A year ago US President Barack Obama warned the use of chemical weapons in Syria would cross a “red line” and have “enormous consequences”.
On Sunday, his Defence Secretary Chuck Hagel said the US military was ready to take action against Syria.
“President Obama has asked the Defence Department to prepare options for all contingencies.
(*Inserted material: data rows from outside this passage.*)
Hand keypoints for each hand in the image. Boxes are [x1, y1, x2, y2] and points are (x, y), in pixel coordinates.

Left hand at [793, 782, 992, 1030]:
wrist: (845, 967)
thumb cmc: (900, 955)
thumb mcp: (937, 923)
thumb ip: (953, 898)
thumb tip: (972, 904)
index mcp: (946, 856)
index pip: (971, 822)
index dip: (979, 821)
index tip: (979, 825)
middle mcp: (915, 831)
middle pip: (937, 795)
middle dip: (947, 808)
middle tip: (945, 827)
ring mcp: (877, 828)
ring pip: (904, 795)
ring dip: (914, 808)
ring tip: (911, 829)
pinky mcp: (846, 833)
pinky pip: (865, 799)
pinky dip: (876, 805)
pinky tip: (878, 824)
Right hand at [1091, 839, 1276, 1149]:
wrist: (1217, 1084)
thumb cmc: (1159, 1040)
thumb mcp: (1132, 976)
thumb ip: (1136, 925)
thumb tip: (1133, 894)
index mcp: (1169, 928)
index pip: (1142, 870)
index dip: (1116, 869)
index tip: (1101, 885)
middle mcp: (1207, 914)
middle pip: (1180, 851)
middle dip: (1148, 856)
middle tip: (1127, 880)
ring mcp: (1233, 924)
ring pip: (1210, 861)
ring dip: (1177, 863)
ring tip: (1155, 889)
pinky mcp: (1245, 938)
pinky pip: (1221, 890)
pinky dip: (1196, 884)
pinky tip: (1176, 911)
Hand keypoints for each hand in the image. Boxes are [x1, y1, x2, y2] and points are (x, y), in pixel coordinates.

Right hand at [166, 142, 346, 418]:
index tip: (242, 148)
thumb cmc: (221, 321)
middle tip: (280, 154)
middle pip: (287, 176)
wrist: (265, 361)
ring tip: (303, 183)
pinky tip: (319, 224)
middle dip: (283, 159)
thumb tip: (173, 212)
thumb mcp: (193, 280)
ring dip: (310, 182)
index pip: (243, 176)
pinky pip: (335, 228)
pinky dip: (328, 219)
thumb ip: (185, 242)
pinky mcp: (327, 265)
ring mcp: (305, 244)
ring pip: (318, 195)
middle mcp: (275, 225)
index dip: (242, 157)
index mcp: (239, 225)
We have done that,” Hagel told reporters in Malaysia.
“Again, we are prepared to exercise whatever option, if he decides to employ one of those options,” he said, a day after Obama held a rare meeting his top aides and brass to discuss Syria.
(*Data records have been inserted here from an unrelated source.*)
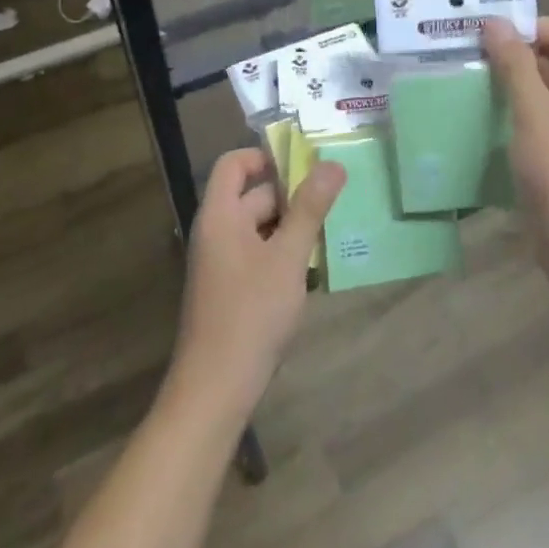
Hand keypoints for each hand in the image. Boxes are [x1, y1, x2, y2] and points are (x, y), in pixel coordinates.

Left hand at [167, 148, 345, 420]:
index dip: (265, 156)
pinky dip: (283, 252)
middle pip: (252, 195)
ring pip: (260, 227)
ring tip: (331, 229)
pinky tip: (313, 268)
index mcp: (220, 215)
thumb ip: (310, 208)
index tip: (304, 165)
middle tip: (333, 197)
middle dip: (291, 194)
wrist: (215, 390)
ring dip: (292, 225)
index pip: (234, 164)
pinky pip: (258, 254)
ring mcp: (221, 263)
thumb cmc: (251, 314)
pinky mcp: (230, 290)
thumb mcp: (288, 257)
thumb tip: (333, 164)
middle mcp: (216, 232)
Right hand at [482, 17, 548, 272]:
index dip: (534, 27)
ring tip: (481, 88)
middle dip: (522, 55)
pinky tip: (496, 121)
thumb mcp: (532, 110)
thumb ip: (514, 63)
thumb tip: (495, 22)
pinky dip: (526, 111)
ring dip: (520, 84)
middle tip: (480, 62)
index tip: (496, 40)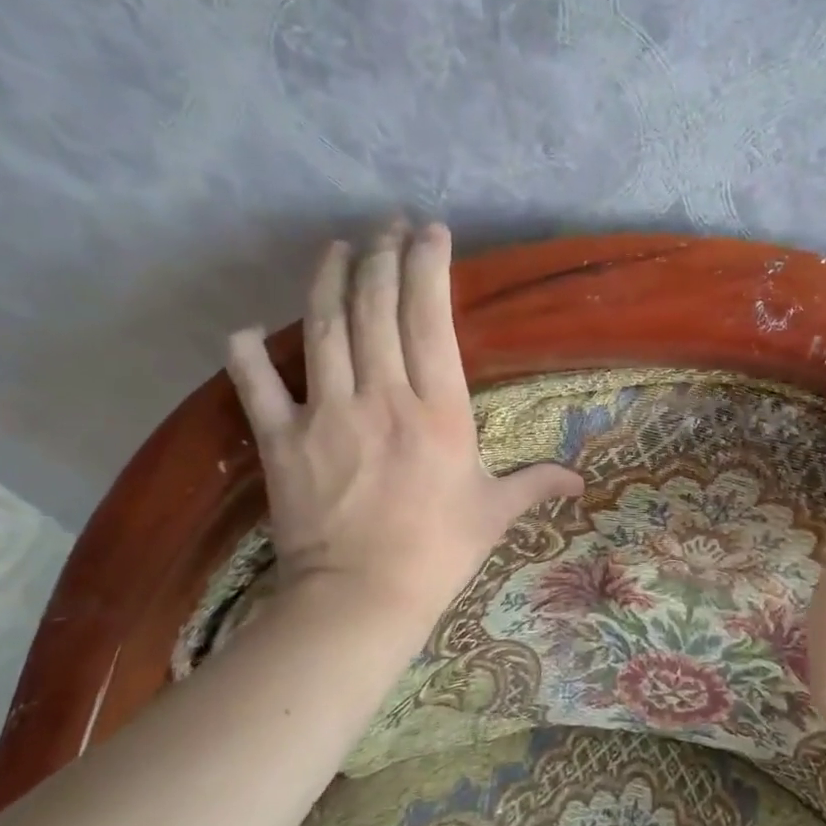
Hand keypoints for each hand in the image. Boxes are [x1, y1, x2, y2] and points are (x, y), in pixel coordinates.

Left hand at [224, 224, 583, 636]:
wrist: (360, 599)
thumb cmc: (438, 551)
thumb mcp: (495, 512)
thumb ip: (537, 483)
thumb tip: (579, 482)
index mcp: (438, 408)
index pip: (430, 317)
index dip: (428, 266)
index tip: (430, 232)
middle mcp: (382, 396)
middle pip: (375, 308)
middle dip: (381, 256)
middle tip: (386, 226)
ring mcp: (326, 414)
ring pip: (323, 329)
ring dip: (328, 280)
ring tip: (336, 247)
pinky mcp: (282, 441)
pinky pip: (257, 386)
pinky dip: (247, 355)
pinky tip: (246, 330)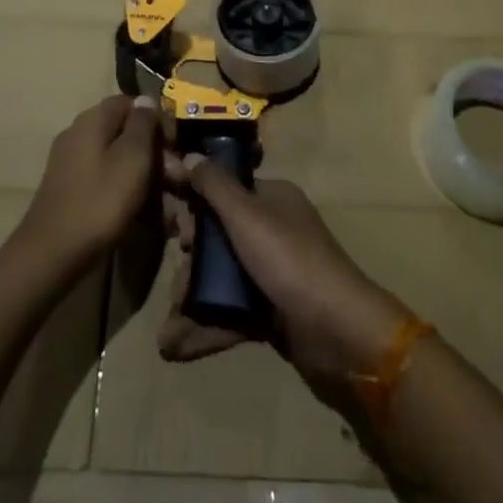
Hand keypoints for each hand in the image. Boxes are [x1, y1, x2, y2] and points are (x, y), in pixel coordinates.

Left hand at [16, 96, 161, 272]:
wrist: (51, 254)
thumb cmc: (99, 201)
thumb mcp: (132, 158)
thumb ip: (143, 124)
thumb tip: (146, 100)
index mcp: (92, 120)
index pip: (131, 103)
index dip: (157, 120)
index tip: (177, 145)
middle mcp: (79, 134)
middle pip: (124, 133)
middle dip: (155, 154)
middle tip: (178, 181)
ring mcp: (71, 163)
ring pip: (118, 160)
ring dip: (145, 178)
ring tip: (168, 208)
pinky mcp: (70, 190)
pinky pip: (106, 181)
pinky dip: (127, 193)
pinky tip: (145, 218)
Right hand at [159, 156, 409, 381]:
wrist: (339, 334)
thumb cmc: (290, 261)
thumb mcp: (247, 215)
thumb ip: (215, 186)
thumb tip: (189, 156)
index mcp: (271, 199)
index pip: (225, 187)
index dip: (194, 196)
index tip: (163, 210)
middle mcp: (272, 229)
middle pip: (219, 233)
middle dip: (191, 253)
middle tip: (177, 266)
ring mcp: (272, 272)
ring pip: (221, 276)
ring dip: (193, 296)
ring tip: (170, 322)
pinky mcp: (271, 312)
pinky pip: (230, 312)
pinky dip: (205, 327)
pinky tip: (175, 346)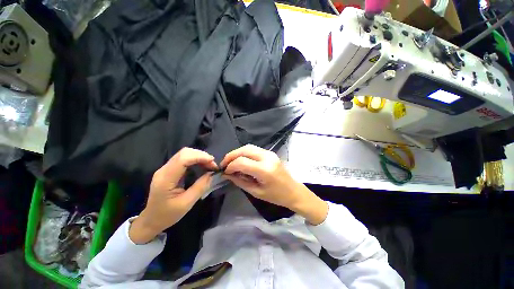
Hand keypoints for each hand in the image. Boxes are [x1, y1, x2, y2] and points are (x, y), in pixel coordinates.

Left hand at [129, 148, 216, 243]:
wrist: (151, 220)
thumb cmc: (168, 214)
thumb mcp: (187, 203)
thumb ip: (200, 187)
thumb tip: (212, 174)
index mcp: (166, 179)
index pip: (183, 159)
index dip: (199, 157)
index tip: (213, 162)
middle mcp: (164, 170)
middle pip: (184, 153)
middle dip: (201, 155)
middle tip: (213, 165)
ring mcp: (165, 168)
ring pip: (184, 154)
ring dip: (199, 157)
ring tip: (209, 165)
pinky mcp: (168, 169)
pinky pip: (183, 159)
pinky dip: (195, 159)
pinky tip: (202, 166)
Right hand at [220, 145, 327, 224]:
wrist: (293, 191)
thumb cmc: (276, 196)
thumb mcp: (256, 192)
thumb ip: (240, 181)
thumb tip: (227, 174)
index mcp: (264, 170)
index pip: (242, 162)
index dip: (230, 166)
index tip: (225, 172)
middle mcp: (267, 157)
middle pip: (244, 150)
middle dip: (232, 155)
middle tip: (224, 164)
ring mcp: (270, 153)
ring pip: (249, 147)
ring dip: (238, 153)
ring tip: (231, 162)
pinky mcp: (270, 153)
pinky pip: (254, 149)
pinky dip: (245, 153)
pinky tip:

After the meeting, Obama spoke by phone with Prime Minister David Cameron of Britain, which has accused the Syrian government of using chemical weapons on a large scale.
A statement from Cameron’s office said if the use of chemical weapons by Syria would “merit a serious response” — echoing French calls that “force” be used if the claims are confirmed.
But the Iranian military leader warned Washington, its Western allies and Israel against playing with “fire”.
“The terrorist war under way in Syria was planned by the United States and reactionary countries in the region against the resistance front (against Israel),” Fars quoted Jazayeri as saying.
“Despite this, the government and people of Syria have achieved huge successes.
“Those who add fire to the oil will not escape the vengeance of the people,” added Jazayeri.
Foes of the Damascus regime say Syrian forces unleashed a chemical attack Wednesday on areas southwest and east of the capital, killing hundreds of people.
The regime of President Bashar al-Assad denies the accusations, saying instead that rebel fighters have used chemical weapons in the 29-month conflict.